--- Task directions ---
Lines from the listing below that contain the string "roads" are to be reported.
Start of Supplied data
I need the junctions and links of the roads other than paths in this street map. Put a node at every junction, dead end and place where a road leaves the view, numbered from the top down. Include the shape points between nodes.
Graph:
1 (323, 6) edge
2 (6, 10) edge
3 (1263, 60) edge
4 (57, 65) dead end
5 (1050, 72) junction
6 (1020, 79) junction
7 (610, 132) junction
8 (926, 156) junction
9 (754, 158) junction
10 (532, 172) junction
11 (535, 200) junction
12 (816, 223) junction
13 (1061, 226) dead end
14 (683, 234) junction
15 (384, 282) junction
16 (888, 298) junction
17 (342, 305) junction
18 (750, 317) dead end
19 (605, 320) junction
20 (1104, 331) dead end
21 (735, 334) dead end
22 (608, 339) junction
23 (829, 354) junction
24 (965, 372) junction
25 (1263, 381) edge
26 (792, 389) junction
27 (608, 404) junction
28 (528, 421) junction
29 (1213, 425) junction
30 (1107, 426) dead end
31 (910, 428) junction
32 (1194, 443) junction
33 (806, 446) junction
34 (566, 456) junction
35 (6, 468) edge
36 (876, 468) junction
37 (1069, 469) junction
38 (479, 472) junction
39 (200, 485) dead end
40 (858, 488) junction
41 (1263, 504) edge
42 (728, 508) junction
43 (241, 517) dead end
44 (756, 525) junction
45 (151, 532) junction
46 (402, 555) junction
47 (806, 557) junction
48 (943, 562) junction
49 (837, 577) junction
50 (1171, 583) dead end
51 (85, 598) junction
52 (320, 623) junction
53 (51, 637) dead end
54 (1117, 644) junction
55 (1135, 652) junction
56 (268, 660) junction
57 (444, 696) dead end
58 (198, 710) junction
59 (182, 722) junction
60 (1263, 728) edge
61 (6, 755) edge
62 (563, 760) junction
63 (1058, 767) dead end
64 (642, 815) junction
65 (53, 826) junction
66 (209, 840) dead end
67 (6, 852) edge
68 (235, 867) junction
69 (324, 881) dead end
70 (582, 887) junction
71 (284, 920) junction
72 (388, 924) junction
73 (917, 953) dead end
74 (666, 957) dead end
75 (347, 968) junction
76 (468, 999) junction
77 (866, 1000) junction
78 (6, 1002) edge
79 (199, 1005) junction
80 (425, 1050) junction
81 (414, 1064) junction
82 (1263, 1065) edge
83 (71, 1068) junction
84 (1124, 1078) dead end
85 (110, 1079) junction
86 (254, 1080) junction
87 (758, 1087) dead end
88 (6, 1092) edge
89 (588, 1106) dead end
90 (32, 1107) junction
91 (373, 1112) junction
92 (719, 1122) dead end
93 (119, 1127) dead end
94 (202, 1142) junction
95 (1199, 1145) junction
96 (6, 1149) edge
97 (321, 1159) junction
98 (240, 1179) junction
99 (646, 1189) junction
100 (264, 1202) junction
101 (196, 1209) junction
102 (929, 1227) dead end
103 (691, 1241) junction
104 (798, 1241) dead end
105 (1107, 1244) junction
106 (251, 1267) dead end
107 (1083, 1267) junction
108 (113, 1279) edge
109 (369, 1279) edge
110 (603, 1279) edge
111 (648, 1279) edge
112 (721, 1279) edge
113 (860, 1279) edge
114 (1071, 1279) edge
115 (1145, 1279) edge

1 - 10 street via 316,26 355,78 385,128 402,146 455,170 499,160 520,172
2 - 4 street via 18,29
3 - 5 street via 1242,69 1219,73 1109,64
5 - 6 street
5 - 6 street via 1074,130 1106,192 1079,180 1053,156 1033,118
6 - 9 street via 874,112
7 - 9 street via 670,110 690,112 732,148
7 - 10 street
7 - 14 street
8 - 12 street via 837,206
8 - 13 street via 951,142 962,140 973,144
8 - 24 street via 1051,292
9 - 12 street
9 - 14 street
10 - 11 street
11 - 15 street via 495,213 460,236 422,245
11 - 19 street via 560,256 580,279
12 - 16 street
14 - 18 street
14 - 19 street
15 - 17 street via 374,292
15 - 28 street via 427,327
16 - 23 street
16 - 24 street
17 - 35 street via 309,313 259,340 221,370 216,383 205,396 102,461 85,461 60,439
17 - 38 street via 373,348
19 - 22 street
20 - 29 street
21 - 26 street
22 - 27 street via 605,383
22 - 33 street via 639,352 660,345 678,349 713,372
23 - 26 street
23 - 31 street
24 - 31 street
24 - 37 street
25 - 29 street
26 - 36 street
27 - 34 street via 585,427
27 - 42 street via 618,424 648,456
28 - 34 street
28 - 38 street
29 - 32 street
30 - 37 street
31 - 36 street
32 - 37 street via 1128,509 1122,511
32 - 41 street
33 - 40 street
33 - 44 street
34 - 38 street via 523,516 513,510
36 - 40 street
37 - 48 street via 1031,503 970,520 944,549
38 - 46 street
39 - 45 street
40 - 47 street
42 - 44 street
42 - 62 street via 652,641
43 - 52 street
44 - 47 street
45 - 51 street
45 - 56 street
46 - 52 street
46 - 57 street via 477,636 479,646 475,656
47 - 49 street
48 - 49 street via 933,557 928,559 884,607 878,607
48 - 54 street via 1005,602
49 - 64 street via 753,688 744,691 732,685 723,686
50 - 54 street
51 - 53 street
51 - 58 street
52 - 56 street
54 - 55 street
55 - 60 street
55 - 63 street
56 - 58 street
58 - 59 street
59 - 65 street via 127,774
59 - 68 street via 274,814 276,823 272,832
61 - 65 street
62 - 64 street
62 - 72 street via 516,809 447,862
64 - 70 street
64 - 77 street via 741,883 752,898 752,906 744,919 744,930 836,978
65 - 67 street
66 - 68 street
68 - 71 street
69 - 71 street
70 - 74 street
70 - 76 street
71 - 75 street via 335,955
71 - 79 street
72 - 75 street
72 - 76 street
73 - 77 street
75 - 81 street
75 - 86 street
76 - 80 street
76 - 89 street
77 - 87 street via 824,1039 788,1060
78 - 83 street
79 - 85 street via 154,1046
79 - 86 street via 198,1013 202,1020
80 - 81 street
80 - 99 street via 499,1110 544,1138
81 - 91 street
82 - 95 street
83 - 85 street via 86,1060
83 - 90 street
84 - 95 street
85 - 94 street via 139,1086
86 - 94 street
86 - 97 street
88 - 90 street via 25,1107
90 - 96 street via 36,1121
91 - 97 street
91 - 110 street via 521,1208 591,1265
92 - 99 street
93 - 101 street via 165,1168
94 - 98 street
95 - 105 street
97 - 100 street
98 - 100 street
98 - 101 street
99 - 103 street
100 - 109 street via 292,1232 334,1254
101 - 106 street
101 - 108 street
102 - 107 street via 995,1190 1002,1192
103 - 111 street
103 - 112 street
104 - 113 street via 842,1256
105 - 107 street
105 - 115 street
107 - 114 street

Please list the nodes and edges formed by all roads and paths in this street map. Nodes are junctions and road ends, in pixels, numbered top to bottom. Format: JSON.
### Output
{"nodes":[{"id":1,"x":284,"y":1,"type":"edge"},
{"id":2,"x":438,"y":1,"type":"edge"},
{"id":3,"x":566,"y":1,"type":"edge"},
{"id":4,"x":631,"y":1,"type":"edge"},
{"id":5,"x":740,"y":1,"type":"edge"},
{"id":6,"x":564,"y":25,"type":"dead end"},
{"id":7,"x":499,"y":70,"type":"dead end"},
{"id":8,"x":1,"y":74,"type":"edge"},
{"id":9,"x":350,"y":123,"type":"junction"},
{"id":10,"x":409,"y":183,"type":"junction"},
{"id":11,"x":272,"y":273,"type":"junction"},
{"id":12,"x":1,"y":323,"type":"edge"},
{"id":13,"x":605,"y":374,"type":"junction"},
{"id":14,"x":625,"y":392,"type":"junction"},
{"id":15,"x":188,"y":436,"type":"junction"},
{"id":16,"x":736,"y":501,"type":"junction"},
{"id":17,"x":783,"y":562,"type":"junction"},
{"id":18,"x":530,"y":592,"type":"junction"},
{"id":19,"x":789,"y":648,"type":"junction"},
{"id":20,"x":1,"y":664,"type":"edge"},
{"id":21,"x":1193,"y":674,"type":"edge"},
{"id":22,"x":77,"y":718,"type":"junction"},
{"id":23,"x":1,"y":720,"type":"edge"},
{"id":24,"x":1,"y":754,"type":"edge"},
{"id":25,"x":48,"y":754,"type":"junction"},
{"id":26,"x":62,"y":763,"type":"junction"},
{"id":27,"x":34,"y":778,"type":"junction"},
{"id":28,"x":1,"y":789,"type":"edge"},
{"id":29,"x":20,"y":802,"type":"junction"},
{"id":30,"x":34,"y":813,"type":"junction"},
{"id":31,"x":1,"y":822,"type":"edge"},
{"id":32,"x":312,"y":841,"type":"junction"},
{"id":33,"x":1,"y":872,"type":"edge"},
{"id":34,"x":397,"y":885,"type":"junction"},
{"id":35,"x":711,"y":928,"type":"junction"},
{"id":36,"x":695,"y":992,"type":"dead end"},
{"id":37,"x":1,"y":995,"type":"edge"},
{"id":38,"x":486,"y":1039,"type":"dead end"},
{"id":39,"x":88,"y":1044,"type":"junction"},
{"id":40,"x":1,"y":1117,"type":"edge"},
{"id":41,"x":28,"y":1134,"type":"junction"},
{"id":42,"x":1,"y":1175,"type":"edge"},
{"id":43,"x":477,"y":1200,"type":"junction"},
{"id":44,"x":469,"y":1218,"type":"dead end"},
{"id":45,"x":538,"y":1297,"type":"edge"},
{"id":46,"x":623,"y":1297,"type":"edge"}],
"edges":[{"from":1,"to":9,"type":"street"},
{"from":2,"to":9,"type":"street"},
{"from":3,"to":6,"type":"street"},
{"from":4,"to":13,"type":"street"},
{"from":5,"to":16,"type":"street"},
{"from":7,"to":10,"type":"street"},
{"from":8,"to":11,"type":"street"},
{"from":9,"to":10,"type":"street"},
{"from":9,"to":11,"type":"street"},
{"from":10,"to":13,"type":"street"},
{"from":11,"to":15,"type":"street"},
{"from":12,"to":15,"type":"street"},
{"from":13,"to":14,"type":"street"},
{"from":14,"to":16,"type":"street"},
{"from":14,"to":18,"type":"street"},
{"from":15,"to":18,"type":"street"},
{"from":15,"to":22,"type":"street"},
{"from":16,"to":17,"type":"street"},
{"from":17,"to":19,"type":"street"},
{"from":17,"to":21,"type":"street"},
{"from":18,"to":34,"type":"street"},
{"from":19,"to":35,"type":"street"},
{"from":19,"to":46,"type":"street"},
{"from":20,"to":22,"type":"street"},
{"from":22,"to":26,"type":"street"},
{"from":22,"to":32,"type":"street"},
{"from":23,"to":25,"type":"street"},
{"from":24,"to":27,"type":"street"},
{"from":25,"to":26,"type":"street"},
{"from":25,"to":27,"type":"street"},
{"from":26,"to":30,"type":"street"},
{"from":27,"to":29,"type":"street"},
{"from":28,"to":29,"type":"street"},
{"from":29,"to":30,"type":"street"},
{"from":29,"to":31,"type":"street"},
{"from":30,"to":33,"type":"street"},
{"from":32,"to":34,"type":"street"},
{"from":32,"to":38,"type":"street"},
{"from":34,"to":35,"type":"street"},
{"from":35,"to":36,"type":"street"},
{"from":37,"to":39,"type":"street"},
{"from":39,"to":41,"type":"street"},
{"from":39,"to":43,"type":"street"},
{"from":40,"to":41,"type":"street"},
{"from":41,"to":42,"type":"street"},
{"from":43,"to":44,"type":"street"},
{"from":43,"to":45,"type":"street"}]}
End of Supplied data
--- Exercise output ---
I need the junctions and links of the roads other than paths in this street map. Put a node at every junction, dead end and place where a road leaves the view, numbered from the top down. Include the shape points between nodes.
Please list the nodes and edges formed by all roads and paths in this street map. Nodes are junctions and road ends, in pixels, numbered top to bottom. Format: JSON.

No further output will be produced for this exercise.